For each criterion 1–10:
- State the criterion name and number.
- Wait — verify the current cycle output against this specific criterion’s rubric descriptions before scoring.
- Identify specific evidence in the cycle output that supports or undermines each score level. Cite cluster IDs, log entries, manifest checksums, and supervisor query identifiers as evidence.
- Assign a score (1–5) with cited evidence.
- IF the score is below 3, THEN: a. Identify the specific deficiency with reference to the deficient cycle artifact. b. State the specific modification required to raise the score within the cycle. c. Apply the modification IF feasible within the cycle (e.g., re-emit a malformed cluster object after fixing the schema violation). IF not feasible (e.g., a missed source-pattern detection that would have required Layer 5 to re-run), THEN flag UNRESOLVED DEFICIENCY. d. Re-score after modification.
- IF the score meets or exceeds 3, THEN confirm and proceed.
After all criteria are evaluated:
- IF all scores ≥ 3, THEN proceed to Layer 10.
- IF any score remains below 3 after one modification attempt, THEN flag UNRESOLVED DEFICIENCY in the cycle metrics with the criterion, the deficiency, and what additional input or iteration would resolve it.
Confidence assessment: at the end of self-evaluation, state the overall cycle confidence as one of high | medium | low | cycle_partially_failed. cycle_partially_failed requires the framework to roll forward only the dispositions that pass and to re-route the rest back to hold for the next cycle.

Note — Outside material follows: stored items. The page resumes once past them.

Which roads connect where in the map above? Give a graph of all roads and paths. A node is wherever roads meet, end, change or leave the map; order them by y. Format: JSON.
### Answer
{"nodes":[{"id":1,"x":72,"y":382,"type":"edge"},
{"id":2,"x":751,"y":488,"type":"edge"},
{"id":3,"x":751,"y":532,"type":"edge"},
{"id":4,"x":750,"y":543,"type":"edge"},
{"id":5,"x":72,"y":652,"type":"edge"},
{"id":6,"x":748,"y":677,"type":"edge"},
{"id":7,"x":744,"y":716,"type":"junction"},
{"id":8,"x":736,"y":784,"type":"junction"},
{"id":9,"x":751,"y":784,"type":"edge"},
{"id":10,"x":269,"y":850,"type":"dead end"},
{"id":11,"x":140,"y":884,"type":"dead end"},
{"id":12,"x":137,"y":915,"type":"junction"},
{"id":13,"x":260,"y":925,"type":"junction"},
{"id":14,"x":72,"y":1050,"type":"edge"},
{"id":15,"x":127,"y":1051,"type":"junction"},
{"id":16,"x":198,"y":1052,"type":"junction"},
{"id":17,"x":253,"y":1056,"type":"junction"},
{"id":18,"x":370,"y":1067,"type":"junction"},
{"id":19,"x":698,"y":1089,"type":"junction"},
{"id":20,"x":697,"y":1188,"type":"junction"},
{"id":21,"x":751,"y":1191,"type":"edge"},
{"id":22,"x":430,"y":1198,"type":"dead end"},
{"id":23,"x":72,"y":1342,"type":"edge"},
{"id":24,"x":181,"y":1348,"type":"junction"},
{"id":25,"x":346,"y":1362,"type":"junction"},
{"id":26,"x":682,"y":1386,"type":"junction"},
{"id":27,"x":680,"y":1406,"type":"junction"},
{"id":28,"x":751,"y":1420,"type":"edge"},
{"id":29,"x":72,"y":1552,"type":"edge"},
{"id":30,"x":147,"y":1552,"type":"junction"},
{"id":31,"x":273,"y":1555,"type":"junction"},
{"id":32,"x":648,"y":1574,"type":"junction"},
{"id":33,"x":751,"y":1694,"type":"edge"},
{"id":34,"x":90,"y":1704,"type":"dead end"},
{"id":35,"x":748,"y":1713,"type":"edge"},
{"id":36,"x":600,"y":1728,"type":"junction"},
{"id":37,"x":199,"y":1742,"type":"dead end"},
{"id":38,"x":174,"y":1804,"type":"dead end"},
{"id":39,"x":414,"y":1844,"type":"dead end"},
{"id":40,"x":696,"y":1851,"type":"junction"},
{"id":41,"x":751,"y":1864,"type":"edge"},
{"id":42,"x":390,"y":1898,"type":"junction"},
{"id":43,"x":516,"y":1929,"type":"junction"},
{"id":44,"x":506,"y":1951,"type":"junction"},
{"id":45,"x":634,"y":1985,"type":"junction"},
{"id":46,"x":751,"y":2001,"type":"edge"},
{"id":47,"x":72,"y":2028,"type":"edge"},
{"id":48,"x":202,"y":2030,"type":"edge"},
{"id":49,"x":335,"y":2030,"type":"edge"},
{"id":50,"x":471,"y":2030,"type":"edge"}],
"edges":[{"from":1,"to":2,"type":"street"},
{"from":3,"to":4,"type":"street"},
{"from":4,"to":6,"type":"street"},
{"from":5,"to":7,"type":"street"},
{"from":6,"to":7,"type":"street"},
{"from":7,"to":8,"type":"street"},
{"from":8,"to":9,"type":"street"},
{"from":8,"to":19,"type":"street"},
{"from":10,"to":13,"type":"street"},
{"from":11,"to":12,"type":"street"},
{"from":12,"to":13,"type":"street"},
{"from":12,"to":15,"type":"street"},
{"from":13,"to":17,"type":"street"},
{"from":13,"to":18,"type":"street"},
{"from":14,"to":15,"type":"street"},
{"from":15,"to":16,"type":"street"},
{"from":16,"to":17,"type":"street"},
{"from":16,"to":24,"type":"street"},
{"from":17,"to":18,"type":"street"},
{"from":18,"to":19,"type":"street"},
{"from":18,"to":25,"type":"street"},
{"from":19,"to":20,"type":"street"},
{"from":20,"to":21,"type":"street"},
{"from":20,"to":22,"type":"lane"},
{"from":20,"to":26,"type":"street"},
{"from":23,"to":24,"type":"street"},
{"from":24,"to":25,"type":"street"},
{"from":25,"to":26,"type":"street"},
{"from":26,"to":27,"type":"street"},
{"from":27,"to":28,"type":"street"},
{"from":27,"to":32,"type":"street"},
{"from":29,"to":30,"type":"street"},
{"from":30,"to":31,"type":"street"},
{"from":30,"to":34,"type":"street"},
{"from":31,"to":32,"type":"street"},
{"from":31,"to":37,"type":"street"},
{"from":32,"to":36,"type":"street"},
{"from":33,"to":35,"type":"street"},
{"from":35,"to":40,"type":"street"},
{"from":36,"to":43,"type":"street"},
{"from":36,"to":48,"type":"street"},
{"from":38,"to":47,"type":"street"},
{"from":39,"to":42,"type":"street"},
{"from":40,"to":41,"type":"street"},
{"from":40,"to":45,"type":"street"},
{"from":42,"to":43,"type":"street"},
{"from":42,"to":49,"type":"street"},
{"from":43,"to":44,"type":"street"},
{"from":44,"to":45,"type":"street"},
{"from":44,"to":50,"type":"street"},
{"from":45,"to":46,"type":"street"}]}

Output Format for This Layer
self_evaluation:
cycle_id: <from Layer 1>
scores:
selection_accuracy: { score, evidence, modification_applied?, post_modification_score }
verification_fidelity: { … }
source_pattern_detection: { … }
floor_value_scoring_fidelity: { … }
selection_budget_compliance: { … }
held_cluster_discipline: { … }
audit_trail_completeness: { … }
configuration_responsiveness: { … }
feedback_loop_integration: { … }
output_schema_compliance: { … }
unresolved_deficiencies: [{criterion, deficiency, remediation_path}, …]
overall_cycle_confidence: high | medium | low | cycle_partially_failed
calibration_acknowledgment: confirmed
LAYER 10: STATE PERSISTENCE, CYCLE LOG EMISSION, AND OUTPUT FORMATTING
Stage Focus: Persist hold-queue state, append the selection log, write reliability scoring revisions, emit cycle metrics, format and ship the cycle’s Recovery Declaration.
Input: All prior layer outputs; self-evaluation results from Layer 9.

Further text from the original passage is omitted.